Data in this exercise —
-- Opening Marker --
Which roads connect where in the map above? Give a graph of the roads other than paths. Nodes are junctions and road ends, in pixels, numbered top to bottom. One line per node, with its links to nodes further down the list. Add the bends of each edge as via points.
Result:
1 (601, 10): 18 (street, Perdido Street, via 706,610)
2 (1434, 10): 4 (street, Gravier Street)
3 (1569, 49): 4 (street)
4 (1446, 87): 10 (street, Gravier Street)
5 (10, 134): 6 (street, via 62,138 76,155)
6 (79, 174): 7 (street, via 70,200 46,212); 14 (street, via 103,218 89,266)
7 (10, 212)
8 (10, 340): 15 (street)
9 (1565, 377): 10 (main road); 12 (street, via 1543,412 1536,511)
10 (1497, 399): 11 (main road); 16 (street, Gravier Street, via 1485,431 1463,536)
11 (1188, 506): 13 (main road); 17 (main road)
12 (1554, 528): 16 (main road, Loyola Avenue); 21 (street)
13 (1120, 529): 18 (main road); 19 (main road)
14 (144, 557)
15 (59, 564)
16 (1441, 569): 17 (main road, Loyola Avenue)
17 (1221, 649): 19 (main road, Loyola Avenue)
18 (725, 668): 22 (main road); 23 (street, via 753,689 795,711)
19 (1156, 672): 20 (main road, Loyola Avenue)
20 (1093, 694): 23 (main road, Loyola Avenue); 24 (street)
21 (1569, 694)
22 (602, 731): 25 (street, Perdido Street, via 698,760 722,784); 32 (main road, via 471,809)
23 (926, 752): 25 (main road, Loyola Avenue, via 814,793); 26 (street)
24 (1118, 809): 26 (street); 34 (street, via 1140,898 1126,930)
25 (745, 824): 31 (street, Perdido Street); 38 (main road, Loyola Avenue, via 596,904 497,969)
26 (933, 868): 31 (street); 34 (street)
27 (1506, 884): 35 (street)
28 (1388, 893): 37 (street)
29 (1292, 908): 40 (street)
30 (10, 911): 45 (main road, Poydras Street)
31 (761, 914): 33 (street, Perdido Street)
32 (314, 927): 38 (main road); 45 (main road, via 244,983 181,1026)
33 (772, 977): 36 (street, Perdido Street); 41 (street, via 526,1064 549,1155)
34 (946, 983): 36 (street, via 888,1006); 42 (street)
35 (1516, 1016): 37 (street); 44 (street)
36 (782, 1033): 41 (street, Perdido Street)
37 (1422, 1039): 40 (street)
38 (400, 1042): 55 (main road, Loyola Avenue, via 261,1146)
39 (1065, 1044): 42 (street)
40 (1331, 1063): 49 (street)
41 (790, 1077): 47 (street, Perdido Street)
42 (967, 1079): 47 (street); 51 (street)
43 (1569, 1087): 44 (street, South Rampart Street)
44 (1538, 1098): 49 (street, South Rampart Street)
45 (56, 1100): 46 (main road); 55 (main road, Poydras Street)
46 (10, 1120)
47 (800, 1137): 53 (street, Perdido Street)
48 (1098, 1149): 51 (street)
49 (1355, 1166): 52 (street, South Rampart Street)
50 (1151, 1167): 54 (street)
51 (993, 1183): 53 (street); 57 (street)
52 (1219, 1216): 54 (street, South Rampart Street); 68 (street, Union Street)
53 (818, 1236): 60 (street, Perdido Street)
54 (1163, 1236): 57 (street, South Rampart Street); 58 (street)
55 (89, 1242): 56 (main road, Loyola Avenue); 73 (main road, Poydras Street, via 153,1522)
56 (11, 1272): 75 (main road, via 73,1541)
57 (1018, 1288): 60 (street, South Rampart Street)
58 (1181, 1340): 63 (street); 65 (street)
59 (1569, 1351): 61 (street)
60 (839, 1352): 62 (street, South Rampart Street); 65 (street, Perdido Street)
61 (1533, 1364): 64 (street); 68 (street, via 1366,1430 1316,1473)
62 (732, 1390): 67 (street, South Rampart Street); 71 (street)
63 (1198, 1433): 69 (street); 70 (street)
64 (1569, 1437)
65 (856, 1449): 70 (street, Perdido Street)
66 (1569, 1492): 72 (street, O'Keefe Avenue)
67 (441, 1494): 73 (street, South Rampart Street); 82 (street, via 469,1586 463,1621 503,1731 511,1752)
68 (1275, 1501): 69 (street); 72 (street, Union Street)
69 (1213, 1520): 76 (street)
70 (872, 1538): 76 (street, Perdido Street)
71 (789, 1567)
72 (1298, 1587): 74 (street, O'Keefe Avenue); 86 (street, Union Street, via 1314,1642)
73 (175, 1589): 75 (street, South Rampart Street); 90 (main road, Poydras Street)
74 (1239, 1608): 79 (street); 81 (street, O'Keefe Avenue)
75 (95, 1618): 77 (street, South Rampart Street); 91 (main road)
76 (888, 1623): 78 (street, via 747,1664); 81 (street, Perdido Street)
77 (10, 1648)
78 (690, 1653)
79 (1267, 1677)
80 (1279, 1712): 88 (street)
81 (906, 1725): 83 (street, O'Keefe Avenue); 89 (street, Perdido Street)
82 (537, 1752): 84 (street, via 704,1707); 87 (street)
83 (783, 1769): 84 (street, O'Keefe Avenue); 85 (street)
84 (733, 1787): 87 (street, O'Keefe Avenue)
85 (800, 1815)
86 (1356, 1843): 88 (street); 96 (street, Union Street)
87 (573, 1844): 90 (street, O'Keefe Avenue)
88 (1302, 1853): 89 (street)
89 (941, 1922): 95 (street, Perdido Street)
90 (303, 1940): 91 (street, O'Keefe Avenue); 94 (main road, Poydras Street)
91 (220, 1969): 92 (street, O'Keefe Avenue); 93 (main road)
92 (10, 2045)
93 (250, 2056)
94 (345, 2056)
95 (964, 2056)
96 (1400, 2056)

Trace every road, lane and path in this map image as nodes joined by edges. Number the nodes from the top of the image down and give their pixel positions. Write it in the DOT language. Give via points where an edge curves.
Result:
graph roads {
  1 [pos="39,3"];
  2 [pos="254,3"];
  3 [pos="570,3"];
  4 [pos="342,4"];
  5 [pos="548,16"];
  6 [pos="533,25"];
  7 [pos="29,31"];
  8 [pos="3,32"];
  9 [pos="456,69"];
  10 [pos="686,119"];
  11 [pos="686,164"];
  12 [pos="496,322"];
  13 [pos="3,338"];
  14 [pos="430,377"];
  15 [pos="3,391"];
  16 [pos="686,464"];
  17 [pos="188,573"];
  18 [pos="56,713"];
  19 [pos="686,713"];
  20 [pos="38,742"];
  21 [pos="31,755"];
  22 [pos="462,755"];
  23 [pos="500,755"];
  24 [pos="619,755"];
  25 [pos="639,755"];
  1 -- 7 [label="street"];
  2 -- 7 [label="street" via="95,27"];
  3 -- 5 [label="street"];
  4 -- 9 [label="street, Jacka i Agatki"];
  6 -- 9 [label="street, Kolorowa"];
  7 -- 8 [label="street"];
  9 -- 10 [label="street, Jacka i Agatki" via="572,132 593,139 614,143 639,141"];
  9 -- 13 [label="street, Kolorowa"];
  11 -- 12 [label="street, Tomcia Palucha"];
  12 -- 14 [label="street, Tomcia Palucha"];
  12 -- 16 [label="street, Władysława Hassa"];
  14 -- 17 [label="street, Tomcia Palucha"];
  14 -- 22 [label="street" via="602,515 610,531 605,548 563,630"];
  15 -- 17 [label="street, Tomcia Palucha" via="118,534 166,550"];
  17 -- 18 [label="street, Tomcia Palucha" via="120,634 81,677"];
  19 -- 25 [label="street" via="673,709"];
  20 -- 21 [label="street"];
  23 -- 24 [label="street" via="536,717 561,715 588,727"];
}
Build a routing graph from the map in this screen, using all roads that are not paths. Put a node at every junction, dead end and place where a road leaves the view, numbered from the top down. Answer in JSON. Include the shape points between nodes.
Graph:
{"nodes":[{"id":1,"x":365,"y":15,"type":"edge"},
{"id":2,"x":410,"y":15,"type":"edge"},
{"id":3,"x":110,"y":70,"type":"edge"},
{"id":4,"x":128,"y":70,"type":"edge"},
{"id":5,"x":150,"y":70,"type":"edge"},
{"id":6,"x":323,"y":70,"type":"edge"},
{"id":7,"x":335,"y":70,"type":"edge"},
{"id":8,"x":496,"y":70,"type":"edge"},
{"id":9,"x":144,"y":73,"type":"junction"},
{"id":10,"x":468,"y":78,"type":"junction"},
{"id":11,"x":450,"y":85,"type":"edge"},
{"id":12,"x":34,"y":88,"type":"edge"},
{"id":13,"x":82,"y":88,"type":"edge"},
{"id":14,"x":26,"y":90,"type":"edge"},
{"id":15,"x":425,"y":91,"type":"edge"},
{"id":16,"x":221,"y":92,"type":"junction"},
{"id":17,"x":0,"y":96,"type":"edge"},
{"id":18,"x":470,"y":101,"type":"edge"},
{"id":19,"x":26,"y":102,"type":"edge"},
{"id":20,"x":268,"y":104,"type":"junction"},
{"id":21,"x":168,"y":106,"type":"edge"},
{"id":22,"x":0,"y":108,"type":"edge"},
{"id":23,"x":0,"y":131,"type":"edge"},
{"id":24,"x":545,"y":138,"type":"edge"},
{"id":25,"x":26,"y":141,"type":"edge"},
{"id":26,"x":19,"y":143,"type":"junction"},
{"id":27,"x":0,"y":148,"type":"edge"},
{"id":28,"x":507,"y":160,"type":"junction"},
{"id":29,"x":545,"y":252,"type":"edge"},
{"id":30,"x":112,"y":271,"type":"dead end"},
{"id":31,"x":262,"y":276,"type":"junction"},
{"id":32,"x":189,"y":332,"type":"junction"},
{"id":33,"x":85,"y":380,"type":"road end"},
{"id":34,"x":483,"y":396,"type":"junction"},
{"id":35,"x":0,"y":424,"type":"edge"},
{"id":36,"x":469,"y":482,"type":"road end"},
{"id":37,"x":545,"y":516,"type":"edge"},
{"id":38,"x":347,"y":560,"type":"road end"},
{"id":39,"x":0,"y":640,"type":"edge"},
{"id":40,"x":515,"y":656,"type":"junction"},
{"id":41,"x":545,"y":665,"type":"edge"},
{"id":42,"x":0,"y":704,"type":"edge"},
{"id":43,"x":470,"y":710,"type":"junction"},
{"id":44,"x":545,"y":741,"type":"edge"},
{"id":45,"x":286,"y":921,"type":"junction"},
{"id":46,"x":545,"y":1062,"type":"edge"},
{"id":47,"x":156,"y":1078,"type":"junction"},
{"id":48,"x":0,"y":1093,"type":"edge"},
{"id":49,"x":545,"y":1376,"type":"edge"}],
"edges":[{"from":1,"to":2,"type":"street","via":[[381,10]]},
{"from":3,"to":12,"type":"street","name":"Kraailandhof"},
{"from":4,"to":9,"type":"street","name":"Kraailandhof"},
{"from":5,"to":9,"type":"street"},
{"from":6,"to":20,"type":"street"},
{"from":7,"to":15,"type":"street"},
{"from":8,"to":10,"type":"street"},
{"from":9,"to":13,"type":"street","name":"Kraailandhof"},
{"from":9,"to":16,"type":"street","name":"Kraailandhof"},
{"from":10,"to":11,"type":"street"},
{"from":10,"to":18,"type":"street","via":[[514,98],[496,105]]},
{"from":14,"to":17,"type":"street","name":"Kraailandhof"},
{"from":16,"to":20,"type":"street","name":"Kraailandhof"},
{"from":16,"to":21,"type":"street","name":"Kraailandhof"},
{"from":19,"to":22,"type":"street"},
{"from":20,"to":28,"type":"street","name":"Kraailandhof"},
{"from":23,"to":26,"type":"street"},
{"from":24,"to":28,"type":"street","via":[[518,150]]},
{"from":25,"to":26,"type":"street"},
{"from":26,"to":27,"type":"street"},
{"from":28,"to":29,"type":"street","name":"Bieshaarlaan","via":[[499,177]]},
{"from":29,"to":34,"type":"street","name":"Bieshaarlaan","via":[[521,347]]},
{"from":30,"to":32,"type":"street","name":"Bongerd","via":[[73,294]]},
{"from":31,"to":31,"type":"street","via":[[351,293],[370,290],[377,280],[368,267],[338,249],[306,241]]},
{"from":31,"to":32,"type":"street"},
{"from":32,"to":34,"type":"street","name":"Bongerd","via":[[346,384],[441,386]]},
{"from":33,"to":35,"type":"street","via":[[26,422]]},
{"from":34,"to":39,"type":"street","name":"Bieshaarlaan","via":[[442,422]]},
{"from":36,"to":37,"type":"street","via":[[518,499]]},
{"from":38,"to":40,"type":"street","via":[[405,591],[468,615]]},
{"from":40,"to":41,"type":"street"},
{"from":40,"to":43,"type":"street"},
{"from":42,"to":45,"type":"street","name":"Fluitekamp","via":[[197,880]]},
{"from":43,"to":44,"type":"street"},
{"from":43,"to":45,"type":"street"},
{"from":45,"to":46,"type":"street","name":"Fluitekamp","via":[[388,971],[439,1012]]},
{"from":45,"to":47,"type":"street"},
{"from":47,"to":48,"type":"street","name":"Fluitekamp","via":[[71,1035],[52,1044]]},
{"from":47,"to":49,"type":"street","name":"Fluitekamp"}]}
-- Closing Marker --
Across the data above, how many lines contain "Palucha"? Reply with a bare number.

5